Over the Top
Have you ever stopped to wonder if, perhaps, the Human Race has outgrown itself? Are we over our heads? It’s not an impossible idea. Even though we are the most advanced species by an extreme margin we are still technically and specifically animals. We have built huge mechanisms for expanding our impact, and spread a membrane of control over the entire planet but, as individuals, much of our programming goes back to prehistory. Physically and emotionally we have changed very little over the millennia – in spite of developing the ability to destroy all living creatures on the planet.
Of course, the great majority of us don’t want to destroy all living things on this planet, especially ourselves. Still, the capability is there and we have national governments, sometimes led by unstable individuals, who could accomplish this out of sheer stupidity, or selfishness. Statistics, if you put any faith in such things, would suggest that sooner or later a national leader or governing party is going to begin a process that takes us past the tipping point, putting our demise in sight. However, if you accept this prediction, and happen to mention it in public, people will call you crazy and walk away.
Human beings are simply not capable of recognizing danger at a species level. This isn’t just my opinion. Cognitive scientists and socio-biologists have been saying the same thing for decades. We automatically reduce species wide existential threats down to an abstraction and ignore them. Acknowledgement is too overwhelming, it’s beyond our grasp. Instead, we disbelieve and ridicule any indication of it being possible which, sadly, makes it even more likely.
For years scientists studying human behavior have explained how this is a normal, albeit self-destructive, reaction. Humanity has never been in this position before so past experiences, both innate and learned, are unable to influence our actions.
In spite of what creationists will try and tell you, we were shaped through an evolutionary process that took place over millions of years. What worked to help us survive in our primitive past became incorporated into our personalities. A major aspect of this prehistoric programming leads us to focus on living contentedly within small groups, mostly family, friends, neighbours, and/or co-workers. From there we expand our interest in ever-weakening circles into community and region, then out to nation, and finally to all humankind. In addition, we develop specific loyalties to religious, cultural, racial, or other organizations, because they arise from family history or alliances. As we get near the outer reaches of our interest groups the ties become very thin, and when asked to make sacrifices, including significant changes in our lifestyle, in order to protect the entire living world, it just doesn’t register. We don’t have whatever type of brain cells are required to extrapolate these outcomes from the tiny little corner of the world on which we are focused. It isn’t part of our reality, we don’t buy in.
In spite of the progress we have made, the innovations we have created, and the multitude of advancements we have achieved, our past still guides our present. It took hundreds of millions of years of human development for Homo Sapiens – you and I – to make our appearance some three hundred thousand years ago. At that time we arrived as a sub-family of Homininea, an order of Primate in the class of Mammalia. The next big event for our species was the beginning of civilization but that didn’t come until five to ten thousand years ago, and it came about when we discovered agriculture. To think we left all of the previous millions of years of development behind us in the few hundred generations that civilization has existed, is to adopt self-delusion on a grand scale. We are highly intelligent animals, but still subject to the drives and urges of other animals. These impact our values, our perceptions, our physical desires, and our view of what life is. It has been well established since the sixties that we are born with approximately fifty percent of our personalities already built-in, inherited from our predecessors.

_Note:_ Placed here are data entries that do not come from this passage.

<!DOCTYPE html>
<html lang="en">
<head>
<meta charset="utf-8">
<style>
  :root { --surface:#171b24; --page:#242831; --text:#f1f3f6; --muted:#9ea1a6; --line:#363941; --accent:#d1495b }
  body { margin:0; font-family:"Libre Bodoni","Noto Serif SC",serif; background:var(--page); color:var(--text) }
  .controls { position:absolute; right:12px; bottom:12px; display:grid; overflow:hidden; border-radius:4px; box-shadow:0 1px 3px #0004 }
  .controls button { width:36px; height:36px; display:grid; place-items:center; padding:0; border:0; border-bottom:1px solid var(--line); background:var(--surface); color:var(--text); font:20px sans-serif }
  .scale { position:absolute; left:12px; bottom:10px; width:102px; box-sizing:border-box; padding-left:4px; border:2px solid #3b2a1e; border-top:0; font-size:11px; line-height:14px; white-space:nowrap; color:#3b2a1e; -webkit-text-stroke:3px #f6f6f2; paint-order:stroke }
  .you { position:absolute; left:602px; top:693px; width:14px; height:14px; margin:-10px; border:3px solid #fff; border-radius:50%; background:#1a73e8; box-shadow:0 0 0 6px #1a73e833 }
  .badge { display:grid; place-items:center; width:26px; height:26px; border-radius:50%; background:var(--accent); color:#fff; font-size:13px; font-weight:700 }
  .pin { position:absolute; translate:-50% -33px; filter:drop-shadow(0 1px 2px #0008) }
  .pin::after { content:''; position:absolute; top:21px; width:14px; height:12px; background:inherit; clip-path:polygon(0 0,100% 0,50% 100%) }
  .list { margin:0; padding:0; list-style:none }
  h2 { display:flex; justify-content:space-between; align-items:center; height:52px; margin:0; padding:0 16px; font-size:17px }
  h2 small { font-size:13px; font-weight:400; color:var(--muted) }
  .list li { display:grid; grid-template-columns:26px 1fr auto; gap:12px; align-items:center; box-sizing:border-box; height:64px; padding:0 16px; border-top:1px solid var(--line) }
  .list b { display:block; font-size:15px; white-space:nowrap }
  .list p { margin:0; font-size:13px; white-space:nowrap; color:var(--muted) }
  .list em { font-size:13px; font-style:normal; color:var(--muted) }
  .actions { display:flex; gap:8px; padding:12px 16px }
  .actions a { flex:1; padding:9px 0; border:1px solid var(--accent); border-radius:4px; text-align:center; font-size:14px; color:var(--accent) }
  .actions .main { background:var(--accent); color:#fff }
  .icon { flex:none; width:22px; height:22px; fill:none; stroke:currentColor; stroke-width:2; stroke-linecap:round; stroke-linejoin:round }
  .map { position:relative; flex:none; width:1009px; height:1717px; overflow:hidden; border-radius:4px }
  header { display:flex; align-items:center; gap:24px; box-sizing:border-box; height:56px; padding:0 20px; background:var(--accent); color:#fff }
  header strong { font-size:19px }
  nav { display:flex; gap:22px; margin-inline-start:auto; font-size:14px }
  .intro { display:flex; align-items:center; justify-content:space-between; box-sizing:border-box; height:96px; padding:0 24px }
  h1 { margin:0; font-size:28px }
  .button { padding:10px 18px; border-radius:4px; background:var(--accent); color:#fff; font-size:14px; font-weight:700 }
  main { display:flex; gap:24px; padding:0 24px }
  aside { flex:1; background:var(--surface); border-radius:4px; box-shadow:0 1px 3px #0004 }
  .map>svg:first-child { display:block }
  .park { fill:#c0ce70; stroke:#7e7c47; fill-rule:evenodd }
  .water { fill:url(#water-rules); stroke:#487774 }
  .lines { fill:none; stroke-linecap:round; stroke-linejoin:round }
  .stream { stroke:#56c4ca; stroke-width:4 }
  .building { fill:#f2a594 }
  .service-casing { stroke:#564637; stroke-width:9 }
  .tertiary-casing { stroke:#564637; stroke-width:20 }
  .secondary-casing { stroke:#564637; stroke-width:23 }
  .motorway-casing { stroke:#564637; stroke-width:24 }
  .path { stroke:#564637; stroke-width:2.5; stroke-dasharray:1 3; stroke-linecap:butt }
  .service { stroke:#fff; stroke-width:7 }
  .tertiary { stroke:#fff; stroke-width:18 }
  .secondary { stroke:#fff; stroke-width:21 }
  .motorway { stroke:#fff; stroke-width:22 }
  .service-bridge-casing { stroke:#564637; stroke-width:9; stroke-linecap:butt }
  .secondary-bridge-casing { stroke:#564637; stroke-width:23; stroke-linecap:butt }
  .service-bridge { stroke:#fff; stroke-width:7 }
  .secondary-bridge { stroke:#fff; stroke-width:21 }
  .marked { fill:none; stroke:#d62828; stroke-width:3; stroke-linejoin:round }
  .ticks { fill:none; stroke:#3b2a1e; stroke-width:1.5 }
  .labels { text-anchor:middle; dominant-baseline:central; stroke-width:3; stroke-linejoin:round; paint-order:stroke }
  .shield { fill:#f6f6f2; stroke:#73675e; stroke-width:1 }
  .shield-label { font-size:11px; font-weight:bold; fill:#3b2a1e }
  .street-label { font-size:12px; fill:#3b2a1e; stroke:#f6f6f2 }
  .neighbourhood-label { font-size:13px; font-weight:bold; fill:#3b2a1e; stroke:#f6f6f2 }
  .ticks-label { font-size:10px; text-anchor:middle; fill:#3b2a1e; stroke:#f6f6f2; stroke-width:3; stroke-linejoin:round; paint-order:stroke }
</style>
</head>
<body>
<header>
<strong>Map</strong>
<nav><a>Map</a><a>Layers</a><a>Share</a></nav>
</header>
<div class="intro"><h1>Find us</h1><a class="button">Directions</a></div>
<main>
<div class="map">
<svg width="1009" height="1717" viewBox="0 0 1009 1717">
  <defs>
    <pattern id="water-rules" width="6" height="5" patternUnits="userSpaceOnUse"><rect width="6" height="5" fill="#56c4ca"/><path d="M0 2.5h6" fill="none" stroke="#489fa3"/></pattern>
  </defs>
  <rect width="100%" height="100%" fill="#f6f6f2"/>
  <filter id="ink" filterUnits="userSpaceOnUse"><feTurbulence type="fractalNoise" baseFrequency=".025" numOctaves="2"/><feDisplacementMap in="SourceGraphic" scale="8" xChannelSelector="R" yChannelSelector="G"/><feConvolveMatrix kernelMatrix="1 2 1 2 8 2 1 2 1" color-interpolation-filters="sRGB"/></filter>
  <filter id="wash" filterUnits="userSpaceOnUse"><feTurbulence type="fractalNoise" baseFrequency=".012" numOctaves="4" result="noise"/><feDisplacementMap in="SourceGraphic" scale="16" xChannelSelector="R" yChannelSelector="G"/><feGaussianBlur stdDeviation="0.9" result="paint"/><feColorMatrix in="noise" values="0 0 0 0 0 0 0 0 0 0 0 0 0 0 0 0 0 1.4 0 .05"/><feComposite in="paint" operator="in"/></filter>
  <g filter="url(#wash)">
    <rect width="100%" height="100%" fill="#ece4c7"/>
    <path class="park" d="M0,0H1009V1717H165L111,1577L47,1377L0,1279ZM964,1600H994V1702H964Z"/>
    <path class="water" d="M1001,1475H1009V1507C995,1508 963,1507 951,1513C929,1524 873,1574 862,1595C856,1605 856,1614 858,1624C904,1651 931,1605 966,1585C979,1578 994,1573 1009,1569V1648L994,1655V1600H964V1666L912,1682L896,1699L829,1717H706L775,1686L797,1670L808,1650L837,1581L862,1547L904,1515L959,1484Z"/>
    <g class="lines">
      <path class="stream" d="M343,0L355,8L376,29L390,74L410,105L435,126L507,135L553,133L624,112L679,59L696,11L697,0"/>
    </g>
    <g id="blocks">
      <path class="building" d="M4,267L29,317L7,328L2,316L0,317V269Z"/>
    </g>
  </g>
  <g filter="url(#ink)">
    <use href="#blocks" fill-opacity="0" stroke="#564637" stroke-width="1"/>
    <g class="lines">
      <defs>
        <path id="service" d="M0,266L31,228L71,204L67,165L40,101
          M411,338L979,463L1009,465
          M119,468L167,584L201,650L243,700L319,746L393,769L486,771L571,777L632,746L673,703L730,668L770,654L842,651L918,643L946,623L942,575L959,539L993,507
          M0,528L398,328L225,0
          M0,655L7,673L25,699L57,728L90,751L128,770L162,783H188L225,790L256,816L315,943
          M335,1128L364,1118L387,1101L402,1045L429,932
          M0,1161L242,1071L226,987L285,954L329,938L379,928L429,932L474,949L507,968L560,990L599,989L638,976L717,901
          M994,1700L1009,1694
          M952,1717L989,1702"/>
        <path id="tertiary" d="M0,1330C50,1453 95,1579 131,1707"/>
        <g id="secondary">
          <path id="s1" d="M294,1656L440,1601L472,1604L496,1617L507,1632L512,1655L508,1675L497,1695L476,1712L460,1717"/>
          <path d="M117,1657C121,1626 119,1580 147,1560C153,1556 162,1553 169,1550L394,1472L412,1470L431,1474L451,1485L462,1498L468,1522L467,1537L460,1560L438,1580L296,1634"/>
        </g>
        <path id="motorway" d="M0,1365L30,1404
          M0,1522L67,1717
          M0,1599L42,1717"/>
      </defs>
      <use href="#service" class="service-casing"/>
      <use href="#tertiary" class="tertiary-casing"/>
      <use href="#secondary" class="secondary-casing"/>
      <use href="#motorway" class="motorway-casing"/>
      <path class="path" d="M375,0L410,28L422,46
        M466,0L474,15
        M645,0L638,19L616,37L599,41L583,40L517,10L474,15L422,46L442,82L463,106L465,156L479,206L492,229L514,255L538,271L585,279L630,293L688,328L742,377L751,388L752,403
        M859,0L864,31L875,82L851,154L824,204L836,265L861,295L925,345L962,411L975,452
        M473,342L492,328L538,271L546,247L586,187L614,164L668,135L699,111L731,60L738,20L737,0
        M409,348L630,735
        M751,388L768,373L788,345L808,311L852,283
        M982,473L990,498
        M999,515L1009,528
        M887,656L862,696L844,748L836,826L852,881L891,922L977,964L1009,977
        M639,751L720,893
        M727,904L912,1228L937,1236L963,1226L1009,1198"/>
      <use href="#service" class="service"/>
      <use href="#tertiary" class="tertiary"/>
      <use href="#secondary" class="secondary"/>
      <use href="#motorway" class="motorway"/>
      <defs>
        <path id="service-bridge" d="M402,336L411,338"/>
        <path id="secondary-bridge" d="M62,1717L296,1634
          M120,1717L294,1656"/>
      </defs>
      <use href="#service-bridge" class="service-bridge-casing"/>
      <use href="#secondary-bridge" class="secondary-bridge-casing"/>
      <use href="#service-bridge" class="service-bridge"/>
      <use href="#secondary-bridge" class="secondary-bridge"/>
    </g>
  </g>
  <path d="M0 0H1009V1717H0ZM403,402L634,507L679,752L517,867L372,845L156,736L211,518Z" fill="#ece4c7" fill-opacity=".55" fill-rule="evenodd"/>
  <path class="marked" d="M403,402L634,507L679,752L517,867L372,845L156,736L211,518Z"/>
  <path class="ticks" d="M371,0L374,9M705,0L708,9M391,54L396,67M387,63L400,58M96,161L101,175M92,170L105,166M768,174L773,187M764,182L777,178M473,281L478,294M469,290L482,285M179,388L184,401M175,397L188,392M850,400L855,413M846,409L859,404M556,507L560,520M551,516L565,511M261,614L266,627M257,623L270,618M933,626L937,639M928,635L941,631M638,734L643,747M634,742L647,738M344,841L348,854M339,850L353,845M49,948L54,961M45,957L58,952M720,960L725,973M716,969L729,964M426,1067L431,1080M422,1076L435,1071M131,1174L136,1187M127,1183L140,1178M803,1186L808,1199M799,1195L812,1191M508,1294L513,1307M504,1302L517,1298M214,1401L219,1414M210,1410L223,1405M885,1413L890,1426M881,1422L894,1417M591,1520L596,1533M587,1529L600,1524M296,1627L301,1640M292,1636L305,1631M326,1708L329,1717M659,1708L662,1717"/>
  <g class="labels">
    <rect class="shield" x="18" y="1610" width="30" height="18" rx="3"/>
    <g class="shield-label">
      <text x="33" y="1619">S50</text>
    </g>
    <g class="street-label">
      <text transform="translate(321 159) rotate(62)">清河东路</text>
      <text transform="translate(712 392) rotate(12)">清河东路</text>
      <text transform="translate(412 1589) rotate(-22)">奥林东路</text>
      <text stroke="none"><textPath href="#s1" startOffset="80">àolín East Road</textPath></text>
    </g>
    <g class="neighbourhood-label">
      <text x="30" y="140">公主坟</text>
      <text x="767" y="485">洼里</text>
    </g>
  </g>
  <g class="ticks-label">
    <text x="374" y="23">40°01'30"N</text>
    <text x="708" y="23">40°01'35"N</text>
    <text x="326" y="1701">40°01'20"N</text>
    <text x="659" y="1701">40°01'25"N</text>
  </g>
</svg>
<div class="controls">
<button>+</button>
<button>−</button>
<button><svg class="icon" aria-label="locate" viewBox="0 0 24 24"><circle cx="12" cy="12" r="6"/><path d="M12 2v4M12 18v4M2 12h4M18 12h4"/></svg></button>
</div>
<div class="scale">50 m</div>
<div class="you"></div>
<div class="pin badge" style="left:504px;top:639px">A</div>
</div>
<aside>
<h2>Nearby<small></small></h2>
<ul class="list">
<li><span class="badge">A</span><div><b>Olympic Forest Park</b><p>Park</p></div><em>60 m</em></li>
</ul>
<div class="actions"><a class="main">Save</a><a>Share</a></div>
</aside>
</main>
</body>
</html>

Human beings are self-absorbed, highly responsive to physically dominant personalities, tightly focused on family and close associates, mistrusting of outsiders, ready to sacrifice on behalf of our own, and ready to sacrifice others who threaten our own. These traits are what created and preserved us in our present form. This is what allowed us to succeed and prosper in a primitive world. It is part of us, it’s in our genetic code. It exists even if we don’t see it in the mirror. And as much as it brought about our success in a brutal and merciless pre-history, it is what may bring about our destruction in a technologically enhanced present and future.
We do not see ourselves as one race, we do not feel a kinship with all humanity, we trust strong leaders who promise to protect us, even at a cost to others, and we want those close to us to have more of everything. We are naturally small-minded and selfish because this is what worked to keep us alive and promote our development for millions of years, but we refuse to acknowledge these built in traits. Our ego’s won’t allow us, and by choosing to ignore the power of this programming we fail to prepare for the negative consequences. Our intellect has developed incredibly but we still are governed by our emotional responses. Our loyalties are more important than our realities and the result is we prefer to be emotionally stupid rather than coldly intelligent. We are a childlike species in an ever more adult world.